Jacques Lacan introduced the notion of the "Name-of-the-Father." By it he meant that every signifier, by its connection, not to an object, but rather to another signifier (Ferdinand de Saussure), symbolizes the lack that it introduces into being. As the particular symbolizer produces this effect while at the same time transforming it, the Name-of-the-Father enables human beings to tolerate and maintain desire. Without it, lack is experienced as a devouring force (cf. the case of Little Hans, Freud, 1909b) or a sucking force, the representation of a wound in the maternal body that is the source of a debt that can never be repaid.
The child discovers this name as a metaphor for the enigmatic object desired by the mother in the body of the child's father. Thus, the child can find his way to one of two ways of assuming for this phallus; he can either have it like the father, or be it, in order to be desired.
The Oedipus complex makes the father the agent of the prohibition that makes it the impossible to access the object-cause-of-desire. Lacan's structural analysis shows that the father is not himself the guarantor of the symbolic law, but is the one who authorizes desire. "[T]he true function of the Father . . . is fundamentally to unite (and not to oppose) a desire to the Law," he wrote in "Subversion of the Subject and Dialectic of Desire" (Lacan, p. 309).
In the Other, the phallus thus no longer symbolizes a devouring agency, but instead one that rejoices if the subject experiences sexual enjoyment (jouissance ) and procreates.

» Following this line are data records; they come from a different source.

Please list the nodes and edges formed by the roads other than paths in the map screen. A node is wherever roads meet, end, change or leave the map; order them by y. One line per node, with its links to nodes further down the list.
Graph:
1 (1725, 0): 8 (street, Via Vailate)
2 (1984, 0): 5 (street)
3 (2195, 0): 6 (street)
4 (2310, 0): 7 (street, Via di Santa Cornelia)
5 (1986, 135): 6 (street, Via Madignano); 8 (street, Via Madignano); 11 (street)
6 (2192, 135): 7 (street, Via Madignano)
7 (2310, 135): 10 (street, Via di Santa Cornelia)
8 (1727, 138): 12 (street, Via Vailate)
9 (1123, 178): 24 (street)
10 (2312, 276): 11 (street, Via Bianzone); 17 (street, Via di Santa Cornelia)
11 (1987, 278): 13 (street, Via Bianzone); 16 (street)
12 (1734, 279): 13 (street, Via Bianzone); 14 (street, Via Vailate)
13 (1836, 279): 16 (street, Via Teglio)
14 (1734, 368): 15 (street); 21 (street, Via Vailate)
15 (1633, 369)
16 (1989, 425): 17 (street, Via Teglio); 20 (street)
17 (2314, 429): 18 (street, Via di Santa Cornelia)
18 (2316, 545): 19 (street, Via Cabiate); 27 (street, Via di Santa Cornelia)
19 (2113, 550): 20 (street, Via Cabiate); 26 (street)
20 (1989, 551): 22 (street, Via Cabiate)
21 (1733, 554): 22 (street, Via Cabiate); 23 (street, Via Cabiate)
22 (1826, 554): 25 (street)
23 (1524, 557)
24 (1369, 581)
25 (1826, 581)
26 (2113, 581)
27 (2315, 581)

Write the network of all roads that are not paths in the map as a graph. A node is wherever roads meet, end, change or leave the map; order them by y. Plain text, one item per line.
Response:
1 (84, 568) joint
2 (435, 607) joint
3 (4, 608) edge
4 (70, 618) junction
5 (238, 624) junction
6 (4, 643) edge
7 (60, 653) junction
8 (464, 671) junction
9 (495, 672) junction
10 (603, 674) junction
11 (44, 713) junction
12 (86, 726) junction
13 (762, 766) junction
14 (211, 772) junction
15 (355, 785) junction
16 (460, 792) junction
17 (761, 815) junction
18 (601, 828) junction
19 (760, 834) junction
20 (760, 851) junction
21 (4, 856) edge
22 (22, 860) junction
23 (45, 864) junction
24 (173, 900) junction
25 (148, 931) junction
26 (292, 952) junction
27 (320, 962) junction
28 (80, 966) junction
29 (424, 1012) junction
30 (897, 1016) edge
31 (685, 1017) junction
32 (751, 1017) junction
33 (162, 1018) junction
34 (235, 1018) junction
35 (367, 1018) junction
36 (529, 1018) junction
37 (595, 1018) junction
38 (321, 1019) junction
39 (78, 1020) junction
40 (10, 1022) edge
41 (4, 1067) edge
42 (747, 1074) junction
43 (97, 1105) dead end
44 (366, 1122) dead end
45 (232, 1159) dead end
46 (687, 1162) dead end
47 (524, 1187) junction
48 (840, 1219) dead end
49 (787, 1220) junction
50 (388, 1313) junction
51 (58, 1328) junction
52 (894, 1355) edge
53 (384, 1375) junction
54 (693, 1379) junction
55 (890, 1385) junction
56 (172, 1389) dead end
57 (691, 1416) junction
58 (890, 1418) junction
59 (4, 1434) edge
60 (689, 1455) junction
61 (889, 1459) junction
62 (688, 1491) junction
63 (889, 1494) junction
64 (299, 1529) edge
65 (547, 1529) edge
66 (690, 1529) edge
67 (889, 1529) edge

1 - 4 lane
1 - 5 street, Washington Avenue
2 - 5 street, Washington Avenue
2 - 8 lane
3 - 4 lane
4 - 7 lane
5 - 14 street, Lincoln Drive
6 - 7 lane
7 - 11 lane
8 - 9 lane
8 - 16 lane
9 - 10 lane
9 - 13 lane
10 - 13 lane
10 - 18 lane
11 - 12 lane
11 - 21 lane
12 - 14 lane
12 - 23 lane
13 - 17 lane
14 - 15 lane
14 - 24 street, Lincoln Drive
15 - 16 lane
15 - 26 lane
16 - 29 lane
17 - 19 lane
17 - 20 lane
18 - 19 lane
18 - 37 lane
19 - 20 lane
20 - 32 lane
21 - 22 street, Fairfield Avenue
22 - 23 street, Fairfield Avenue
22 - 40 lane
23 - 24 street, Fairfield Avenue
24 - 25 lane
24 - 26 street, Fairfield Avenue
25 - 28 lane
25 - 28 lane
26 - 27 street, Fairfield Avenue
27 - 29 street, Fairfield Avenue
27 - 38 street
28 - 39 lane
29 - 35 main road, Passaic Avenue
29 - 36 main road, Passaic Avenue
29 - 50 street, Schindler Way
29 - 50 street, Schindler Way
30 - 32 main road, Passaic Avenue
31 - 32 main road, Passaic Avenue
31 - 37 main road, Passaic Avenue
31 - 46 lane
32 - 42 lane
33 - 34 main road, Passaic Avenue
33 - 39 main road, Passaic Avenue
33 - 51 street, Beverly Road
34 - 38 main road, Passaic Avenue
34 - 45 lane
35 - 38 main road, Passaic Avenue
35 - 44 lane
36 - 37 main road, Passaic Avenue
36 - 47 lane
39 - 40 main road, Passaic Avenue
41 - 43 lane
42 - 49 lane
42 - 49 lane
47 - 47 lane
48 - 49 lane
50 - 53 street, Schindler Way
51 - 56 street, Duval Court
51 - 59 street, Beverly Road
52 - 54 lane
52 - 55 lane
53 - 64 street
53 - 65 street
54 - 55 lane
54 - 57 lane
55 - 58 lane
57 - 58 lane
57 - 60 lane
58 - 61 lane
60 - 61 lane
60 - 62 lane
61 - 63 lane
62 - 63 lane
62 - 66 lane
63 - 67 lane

Only one father can take on such a function, to the point of identifying with the phallus as symbolized by the dead Father.
It is understandable that some religions hold non-procreative sexual enjoyment (jouissance ) to be sacrilegious, thus defrauding the phallic symbol by defying or abusing the dead Father. Religion's traditional function is to affirm the primacy of sexual enjoyment against the destructive, abnormal forms of enjoyment that are in fashion.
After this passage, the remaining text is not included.